Exercise objective.
In the records that follow, count the lines where the string "Молдагуловой" appears, and give the count with nothing added.

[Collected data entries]
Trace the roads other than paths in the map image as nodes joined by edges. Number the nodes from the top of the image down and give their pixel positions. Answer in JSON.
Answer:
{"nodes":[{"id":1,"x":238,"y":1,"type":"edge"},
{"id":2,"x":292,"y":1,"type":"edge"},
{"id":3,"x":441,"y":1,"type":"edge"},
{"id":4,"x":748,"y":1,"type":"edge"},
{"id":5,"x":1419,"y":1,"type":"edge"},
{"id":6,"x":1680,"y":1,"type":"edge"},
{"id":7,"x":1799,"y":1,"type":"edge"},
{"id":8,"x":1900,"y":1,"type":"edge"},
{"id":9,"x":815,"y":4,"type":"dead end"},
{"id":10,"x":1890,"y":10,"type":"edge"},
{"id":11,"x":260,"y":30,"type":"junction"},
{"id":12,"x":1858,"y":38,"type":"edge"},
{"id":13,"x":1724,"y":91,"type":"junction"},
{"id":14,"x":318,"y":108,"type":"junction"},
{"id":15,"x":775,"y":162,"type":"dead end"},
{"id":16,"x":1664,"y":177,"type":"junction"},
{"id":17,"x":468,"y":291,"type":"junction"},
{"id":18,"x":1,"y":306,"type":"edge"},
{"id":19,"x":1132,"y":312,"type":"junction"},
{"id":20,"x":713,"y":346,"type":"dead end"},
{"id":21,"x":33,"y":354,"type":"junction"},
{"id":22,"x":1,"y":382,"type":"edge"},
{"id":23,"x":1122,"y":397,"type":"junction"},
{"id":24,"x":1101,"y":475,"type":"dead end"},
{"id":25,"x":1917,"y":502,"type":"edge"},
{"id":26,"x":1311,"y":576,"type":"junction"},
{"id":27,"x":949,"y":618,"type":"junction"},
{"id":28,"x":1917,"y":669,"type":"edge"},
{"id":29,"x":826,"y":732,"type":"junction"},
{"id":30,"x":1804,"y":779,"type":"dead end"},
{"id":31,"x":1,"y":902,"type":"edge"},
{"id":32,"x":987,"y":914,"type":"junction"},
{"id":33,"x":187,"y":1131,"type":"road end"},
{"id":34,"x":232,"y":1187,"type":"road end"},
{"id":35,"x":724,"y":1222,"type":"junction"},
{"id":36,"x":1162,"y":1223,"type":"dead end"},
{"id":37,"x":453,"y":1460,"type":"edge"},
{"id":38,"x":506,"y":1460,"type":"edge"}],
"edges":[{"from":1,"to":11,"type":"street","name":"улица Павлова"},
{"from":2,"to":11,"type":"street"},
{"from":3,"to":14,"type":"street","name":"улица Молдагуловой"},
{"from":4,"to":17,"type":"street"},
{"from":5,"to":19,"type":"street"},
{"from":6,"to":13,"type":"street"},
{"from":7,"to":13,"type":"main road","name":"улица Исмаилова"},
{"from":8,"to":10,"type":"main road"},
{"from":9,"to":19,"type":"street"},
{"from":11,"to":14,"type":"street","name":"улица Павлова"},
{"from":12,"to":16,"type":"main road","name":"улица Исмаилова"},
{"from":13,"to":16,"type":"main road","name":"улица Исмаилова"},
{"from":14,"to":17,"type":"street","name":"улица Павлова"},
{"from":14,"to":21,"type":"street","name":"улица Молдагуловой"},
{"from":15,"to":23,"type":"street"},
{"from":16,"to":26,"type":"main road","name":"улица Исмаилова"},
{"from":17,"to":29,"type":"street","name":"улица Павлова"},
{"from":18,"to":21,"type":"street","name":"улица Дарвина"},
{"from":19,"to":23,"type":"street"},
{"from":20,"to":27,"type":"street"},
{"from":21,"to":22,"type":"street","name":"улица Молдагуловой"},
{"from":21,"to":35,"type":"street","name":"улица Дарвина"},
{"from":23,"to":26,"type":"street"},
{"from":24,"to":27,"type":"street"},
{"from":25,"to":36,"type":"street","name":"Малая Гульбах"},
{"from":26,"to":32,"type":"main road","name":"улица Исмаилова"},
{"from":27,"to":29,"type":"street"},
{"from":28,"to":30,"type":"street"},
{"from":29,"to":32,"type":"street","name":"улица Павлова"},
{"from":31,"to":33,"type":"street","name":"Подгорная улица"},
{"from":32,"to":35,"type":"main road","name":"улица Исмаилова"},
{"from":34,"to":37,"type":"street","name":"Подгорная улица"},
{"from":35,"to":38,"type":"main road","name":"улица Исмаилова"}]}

Answer to this task.
3